# Work order:
Copy out, from the data below, each line in which the word "MAIXNEROVA" occurs.
**** Records shown ****
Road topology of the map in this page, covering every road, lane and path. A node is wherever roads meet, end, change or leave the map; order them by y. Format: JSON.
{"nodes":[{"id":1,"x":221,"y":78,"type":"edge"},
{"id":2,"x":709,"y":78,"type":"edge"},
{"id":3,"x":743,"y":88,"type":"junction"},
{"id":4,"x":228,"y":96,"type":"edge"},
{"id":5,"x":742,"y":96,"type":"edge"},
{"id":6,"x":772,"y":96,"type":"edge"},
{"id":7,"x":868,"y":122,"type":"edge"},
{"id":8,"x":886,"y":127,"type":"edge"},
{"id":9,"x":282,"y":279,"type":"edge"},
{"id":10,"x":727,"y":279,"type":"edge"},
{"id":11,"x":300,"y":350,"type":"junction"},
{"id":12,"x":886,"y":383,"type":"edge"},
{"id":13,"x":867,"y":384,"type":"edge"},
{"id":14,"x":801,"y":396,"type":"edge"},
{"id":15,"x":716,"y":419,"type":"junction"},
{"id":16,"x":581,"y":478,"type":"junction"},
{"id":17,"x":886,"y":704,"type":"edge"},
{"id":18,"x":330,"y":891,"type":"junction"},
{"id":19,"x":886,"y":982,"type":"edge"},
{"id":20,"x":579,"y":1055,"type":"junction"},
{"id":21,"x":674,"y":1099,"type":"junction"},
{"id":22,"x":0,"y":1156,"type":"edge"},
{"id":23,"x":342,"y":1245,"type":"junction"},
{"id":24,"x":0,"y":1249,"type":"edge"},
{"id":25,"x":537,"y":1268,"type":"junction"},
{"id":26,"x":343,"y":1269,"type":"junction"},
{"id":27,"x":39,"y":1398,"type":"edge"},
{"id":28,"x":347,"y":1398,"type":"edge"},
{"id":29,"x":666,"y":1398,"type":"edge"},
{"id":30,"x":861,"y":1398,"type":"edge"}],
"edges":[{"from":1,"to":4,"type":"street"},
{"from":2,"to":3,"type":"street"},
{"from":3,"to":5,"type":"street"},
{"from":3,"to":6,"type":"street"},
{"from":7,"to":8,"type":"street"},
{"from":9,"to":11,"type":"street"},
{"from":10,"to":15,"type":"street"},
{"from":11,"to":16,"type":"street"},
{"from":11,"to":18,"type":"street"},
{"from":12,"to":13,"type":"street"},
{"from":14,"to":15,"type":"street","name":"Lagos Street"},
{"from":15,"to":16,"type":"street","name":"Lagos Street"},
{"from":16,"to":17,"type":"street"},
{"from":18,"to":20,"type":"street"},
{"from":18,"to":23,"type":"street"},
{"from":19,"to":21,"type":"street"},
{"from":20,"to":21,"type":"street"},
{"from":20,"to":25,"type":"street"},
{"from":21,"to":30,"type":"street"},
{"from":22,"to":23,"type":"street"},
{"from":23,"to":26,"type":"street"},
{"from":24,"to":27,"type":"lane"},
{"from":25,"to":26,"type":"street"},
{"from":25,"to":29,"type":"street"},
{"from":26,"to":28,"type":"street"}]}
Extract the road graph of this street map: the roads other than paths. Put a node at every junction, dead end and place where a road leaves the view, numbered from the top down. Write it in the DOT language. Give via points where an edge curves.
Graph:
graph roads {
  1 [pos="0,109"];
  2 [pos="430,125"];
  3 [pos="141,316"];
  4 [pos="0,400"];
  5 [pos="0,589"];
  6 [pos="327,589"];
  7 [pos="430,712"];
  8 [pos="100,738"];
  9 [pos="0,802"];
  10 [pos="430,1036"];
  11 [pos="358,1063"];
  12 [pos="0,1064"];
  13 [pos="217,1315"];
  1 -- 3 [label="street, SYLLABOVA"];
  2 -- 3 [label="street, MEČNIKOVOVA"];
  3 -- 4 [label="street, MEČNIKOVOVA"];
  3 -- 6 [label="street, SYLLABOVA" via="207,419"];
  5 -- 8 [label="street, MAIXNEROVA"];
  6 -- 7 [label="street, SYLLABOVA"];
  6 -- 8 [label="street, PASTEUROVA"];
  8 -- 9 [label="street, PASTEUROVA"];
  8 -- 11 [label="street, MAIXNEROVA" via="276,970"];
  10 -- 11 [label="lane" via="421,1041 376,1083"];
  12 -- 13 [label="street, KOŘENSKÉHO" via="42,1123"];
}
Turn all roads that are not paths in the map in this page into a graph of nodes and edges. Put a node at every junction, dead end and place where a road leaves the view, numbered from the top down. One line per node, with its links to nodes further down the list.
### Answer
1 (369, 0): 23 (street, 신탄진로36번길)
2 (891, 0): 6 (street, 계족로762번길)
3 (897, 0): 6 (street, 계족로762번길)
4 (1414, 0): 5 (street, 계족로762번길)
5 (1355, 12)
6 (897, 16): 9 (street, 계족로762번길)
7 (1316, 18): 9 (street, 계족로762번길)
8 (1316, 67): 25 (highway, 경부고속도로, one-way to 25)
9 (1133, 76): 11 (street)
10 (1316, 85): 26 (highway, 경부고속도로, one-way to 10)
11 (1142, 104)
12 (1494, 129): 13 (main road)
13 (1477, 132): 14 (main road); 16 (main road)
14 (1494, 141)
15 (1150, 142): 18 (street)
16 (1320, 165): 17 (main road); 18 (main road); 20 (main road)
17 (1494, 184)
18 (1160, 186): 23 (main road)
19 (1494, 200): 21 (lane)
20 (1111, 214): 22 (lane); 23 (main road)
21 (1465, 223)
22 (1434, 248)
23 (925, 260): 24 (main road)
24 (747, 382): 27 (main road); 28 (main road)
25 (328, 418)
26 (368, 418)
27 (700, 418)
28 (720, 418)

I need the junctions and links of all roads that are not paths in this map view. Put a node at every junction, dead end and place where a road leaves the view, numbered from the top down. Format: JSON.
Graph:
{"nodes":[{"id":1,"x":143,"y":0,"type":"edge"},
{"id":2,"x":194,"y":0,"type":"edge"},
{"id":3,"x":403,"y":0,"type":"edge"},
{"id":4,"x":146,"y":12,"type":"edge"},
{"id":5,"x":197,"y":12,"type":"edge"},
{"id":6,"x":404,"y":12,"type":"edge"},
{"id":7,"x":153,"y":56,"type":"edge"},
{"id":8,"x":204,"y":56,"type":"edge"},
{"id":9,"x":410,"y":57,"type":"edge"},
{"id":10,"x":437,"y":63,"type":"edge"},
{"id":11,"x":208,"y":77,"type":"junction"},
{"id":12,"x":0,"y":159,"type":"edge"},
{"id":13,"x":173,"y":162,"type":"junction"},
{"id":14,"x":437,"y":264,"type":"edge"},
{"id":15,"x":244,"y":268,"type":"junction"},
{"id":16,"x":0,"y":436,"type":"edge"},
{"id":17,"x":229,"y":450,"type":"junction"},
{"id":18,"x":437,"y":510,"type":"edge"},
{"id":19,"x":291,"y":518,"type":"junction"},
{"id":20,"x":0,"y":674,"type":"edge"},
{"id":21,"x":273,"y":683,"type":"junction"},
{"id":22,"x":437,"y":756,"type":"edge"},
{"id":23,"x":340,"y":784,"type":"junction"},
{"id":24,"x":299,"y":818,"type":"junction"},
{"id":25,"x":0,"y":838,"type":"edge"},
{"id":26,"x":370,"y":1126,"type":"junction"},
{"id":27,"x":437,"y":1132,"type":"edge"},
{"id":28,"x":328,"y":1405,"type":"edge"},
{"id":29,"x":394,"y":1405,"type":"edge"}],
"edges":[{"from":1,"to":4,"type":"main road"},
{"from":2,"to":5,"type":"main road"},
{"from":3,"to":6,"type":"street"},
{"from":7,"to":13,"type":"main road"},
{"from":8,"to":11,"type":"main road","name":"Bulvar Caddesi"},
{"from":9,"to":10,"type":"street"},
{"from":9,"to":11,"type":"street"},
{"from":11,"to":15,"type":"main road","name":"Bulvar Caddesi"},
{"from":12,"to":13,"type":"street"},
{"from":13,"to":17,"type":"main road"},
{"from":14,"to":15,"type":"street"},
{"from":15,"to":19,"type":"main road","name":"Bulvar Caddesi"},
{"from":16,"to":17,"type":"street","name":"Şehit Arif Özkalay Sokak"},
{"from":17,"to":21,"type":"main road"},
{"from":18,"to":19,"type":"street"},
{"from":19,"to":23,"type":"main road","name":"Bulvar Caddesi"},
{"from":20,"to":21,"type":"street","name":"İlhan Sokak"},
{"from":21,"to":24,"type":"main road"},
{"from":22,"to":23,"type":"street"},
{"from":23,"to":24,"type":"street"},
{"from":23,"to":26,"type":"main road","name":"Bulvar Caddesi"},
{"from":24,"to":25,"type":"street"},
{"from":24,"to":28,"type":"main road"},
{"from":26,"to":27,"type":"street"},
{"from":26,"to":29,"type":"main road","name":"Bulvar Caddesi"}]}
****
# Task output:
  5 -- 8 [label="street, MAIXNEROVA"];
  8 -- 11 [label="street, MAIXNEROVA" via="276,970"];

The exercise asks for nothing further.